Acqua alta, Mose ancora in funzione a Venezia

La previsione è che il picco possa possa raggiungere i 130 centimetri. Per questo oggi il Mose è entrato in funzione a Venezia. La decisione è stata presa per evitare l’ingresso di un’alta marea eccezionale, visto il vento di scirocco presente. Come già accaduto il 3 ottobre, è la seconda volta che è stata abbracciata l’opzione di attivare il sistema di dighe in fase di emergenza,  soprattutto per l’esistenza di un episodio di acqua alta.

Ma cosa succede adesso? In sostanza, le paratoie consentono di impedire il passaggio tra mare e laguna alle tre bocche di porto. Un modo, questo, con il quale viene bloccata la crescita della marea. Prima dell’operazione, la Capitaneria ha redatto l’ordinanza con cui è stata interdetta la navigazione a Mose sollevato.

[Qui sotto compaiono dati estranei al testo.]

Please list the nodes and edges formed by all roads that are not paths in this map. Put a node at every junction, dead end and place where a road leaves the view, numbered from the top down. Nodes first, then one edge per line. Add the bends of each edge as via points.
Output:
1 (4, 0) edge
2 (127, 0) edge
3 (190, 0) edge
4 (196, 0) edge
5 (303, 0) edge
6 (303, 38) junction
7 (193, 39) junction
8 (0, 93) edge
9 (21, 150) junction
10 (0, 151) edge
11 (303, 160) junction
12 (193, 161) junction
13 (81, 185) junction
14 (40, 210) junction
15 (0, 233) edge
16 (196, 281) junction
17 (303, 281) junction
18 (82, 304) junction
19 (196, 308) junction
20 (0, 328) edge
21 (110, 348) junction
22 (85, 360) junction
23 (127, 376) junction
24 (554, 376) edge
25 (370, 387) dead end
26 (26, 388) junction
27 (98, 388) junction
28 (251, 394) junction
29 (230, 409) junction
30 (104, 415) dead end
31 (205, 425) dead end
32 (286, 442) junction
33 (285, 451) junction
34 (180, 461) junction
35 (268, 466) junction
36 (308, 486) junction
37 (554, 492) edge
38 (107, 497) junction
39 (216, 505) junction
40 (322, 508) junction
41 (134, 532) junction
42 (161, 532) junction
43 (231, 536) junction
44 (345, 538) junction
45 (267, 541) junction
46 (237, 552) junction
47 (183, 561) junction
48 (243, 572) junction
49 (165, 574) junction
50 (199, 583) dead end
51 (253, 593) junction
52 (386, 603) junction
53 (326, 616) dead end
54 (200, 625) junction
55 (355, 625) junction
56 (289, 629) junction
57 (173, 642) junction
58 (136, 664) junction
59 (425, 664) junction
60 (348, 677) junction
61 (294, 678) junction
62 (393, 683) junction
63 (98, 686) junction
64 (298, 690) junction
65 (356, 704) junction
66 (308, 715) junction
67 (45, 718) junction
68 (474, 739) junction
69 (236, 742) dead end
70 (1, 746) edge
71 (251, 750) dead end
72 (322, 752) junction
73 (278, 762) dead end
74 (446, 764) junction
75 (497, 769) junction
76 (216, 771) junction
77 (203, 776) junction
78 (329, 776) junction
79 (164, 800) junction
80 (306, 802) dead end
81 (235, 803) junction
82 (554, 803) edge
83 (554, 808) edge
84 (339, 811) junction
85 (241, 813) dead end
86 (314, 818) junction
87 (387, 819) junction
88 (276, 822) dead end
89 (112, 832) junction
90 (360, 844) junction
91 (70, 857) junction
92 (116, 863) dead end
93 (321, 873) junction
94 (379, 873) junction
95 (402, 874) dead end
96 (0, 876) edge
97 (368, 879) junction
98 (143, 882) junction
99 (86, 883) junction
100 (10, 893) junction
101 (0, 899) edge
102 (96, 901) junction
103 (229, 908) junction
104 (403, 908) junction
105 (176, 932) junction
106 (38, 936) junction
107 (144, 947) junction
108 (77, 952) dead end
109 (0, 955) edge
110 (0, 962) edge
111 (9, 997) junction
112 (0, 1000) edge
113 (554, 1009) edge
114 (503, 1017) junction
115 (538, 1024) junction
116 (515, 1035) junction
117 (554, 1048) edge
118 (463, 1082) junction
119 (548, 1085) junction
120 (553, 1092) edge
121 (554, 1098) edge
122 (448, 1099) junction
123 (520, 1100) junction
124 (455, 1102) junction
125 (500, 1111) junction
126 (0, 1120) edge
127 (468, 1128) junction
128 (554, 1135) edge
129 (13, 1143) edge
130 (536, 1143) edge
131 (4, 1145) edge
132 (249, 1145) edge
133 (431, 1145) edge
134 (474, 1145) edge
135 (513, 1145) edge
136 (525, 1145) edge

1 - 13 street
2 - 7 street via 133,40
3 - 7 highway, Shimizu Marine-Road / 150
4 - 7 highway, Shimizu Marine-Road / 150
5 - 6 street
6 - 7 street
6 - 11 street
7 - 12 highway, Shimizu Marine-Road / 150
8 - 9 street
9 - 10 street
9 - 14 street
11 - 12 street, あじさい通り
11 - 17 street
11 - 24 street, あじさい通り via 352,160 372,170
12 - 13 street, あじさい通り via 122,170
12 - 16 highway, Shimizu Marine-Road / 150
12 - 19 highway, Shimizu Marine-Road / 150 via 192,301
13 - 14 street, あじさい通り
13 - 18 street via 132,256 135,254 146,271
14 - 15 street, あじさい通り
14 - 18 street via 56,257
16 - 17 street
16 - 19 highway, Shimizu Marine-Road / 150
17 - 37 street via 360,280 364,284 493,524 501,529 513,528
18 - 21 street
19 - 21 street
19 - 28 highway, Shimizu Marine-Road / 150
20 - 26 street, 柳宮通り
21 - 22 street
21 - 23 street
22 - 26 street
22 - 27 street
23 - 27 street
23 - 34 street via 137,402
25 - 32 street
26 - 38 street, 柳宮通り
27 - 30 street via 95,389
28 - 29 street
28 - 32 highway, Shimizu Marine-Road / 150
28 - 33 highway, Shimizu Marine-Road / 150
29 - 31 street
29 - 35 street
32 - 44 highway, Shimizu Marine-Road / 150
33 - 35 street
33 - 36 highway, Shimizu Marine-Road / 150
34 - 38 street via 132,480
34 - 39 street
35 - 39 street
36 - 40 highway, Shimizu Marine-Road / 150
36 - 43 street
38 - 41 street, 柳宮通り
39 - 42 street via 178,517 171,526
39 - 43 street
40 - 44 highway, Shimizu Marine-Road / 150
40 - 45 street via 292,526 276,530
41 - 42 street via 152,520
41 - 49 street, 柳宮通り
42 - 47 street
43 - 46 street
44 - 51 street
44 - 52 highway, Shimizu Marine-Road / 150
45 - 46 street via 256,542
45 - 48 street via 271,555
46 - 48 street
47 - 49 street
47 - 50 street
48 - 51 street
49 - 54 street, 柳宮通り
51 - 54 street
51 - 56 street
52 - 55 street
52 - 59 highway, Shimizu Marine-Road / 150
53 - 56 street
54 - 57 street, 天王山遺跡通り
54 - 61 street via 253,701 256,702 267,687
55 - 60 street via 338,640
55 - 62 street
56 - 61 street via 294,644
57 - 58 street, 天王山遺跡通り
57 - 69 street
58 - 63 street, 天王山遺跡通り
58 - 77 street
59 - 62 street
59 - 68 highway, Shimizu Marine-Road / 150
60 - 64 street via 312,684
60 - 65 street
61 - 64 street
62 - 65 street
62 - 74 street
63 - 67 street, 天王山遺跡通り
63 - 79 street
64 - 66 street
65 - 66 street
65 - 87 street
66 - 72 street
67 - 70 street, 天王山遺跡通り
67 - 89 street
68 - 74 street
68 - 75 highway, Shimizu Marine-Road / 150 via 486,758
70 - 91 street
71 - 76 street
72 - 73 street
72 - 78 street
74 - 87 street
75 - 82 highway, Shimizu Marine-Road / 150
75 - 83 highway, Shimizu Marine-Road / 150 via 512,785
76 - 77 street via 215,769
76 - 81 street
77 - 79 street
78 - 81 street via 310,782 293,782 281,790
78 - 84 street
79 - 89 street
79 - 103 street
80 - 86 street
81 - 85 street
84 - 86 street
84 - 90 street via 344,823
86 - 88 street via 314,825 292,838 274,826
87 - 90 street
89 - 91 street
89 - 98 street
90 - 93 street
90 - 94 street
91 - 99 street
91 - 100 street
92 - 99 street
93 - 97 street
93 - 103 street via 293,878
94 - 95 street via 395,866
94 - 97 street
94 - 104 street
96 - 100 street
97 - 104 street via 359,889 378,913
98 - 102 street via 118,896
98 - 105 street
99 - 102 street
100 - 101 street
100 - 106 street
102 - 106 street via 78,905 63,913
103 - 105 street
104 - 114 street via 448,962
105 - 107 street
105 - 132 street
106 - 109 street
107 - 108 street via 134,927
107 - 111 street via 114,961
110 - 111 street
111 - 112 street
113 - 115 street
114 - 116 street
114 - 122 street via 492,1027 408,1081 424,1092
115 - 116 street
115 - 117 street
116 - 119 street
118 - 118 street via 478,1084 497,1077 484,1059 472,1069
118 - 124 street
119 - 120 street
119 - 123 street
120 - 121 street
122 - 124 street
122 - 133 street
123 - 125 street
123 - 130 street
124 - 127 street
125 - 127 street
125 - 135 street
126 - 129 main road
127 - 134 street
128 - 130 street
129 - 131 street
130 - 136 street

Nel frattempo, il centro di previsioni del Comune ha segnalato che, a Mose attivo, la marea è risultata stabile tra i 60 e 65 centimetri. A Chioggia, per il forte vento di bora, sono stati appuntati 10-15 centimetri in più rispetto al capoluogo veneto.

Proprio ieri, il Comune di Venezia – sulla sua pagina Facebook – annunciava: “Il provveditorato alle Opere pubbliche ha confermato al Centro maree di aver deciso di alzare ancora una volta il Mose, dopo la “prima” del 3 ottobre scorso. Il Centro maree sottolinea che con un picco di 135 centimetri a San Marco ci saranno circa 40 centimetri di acqua dal piano di calpestìo, a Rialto circa 25 centimetri, mentre il piazzale antistante alla stazione ferroviaria sarà bagnato solo nella parte limitrofa al Canal Grande”.